### Problem to work on
Send back every record exactly.
# # #
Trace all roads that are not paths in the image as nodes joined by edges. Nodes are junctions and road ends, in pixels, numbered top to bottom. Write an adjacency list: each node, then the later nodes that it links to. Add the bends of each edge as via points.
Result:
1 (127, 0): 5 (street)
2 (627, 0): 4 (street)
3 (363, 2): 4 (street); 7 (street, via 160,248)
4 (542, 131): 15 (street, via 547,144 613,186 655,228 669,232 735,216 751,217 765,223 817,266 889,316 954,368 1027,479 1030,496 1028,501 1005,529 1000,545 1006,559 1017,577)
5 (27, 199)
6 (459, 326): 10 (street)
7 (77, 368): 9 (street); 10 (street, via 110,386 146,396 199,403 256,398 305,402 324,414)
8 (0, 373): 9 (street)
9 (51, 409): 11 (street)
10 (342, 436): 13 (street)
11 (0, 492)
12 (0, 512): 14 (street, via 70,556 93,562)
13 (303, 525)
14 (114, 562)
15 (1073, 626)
# # #
### Result of the task
Trace all roads that are not paths in the image as nodes joined by edges. Nodes are junctions and road ends, in pixels, numbered top to bottom. Write an adjacency list: each node, then the later nodes that it links to. Add the bends of each edge as via points.
Result:
1 (127, 0): 5 (street)
2 (627, 0): 4 (street)
3 (363, 2): 4 (street); 7 (street, via 160,248)
4 (542, 131): 15 (street, via 547,144 613,186 655,228 669,232 735,216 751,217 765,223 817,266 889,316 954,368 1027,479 1030,496 1028,501 1005,529 1000,545 1006,559 1017,577)
5 (27, 199)
6 (459, 326): 10 (street)
7 (77, 368): 9 (street); 10 (street, via 110,386 146,396 199,403 256,398 305,402 324,414)
8 (0, 373): 9 (street)
9 (51, 409): 11 (street)
10 (342, 436): 13 (street)
11 (0, 492)
12 (0, 512): 14 (street, via 70,556 93,562)
13 (303, 525)
14 (114, 562)
15 (1073, 626)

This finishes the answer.